### GIVEN INFORMATION ###

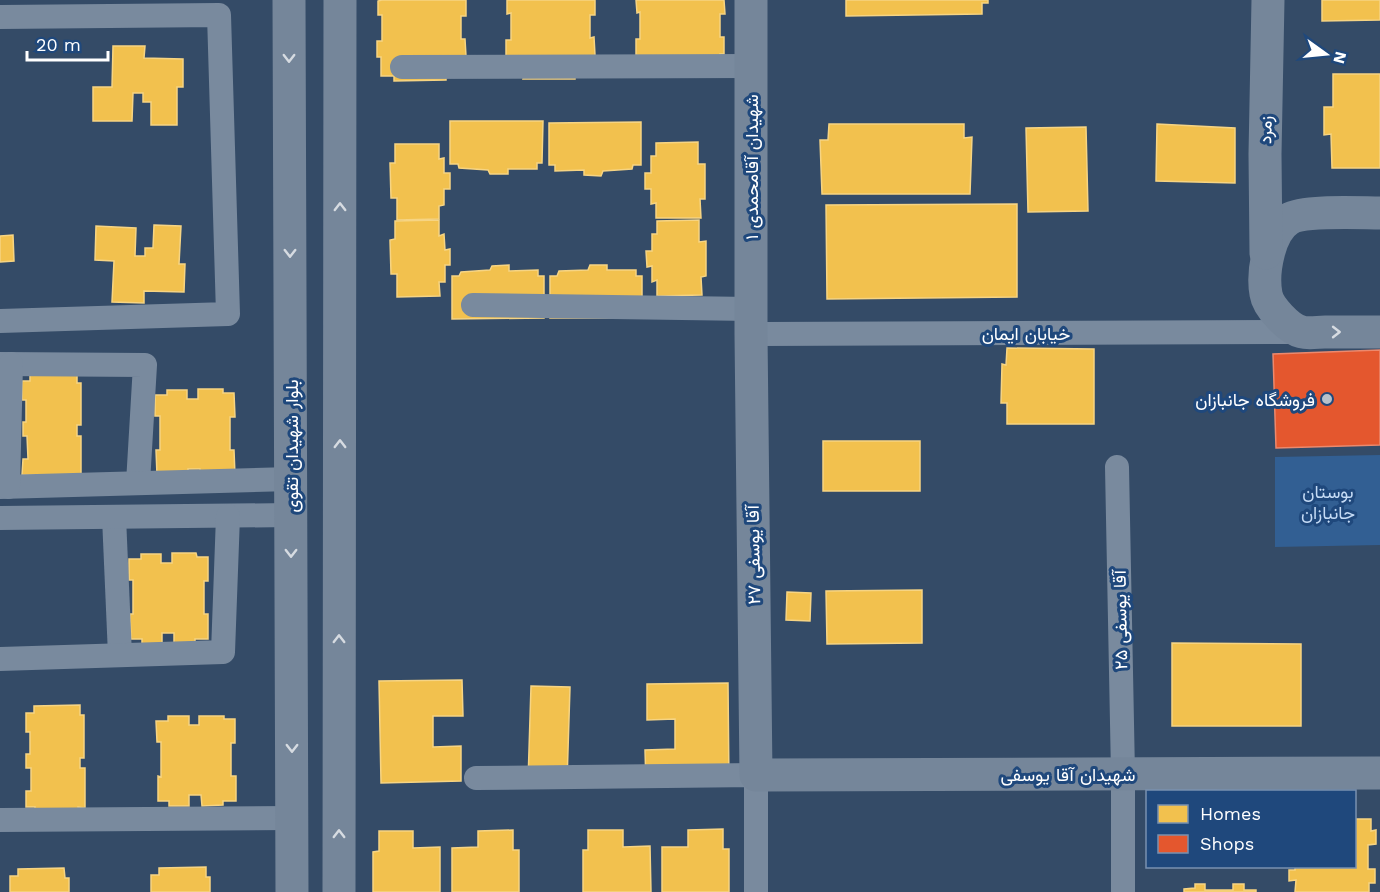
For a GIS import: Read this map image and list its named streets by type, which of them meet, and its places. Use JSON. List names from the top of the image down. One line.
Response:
{"streets":{"street":["زمرد","شهیدان آقامحمدی ۱","خیابان ایمان","بلوار شهیدان تقوی","آقا یوسفی ۲۷","آقا یوسفی ۲۵","شهیدان آقا یوسفی"]},"crossings":[["شهیدان آقامحمدی ۱","خیابان ایمان"],["شهیدان آقامحمدی ۱","آقا یوسفی ۲۷"],["خیابان ایمان","آقا یوسفی ۲۷"],["آقا یوسفی ۲۷","شهیدان آقا یوسفی"],["آقا یوسفی ۲۵","شهیدان آقا یوسفی"]],"parks":["بوستان جانبازان"],"places":["فروشگاه جانبازان"],"legend":["Homes","Shops"],"scale_bar":"20 m","north":"right"}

###

The finished copy should match the data above word for word and contain no pictures.

● **ANSWER FOR THE TASK**
For a GIS import: Read this map image and list its named streets by type, which of them meet, and its places. Use JSON. List names from the top of the image down. One line.
Response:
{"streets":{"street":["زمرد","شهیدان آقامحمدی ۱","خیابان ایمان","بلوار شهیدان تقوی","آقا یوسفی ۲۷","آقا یوسفی ۲۵","شهیدان آقا یوسفی"]},"crossings":[["شهیدان آقامحمدی ۱","خیابان ایمان"],["شهیدان آقامحمدی ۱","آقا یوسفی ۲۷"],["خیابان ایمان","آقا یوسفی ۲۷"],["آقا یوسفی ۲۷","شهیدان آقا یوسفی"],["آقا یوسفی ۲۵","شهیدان آقا یوسفی"]],"parks":["بوستان جانبازان"],"places":["فروشگاه جانبازان"],"legend":["Homes","Shops"],"scale_bar":"20 m","north":"right"}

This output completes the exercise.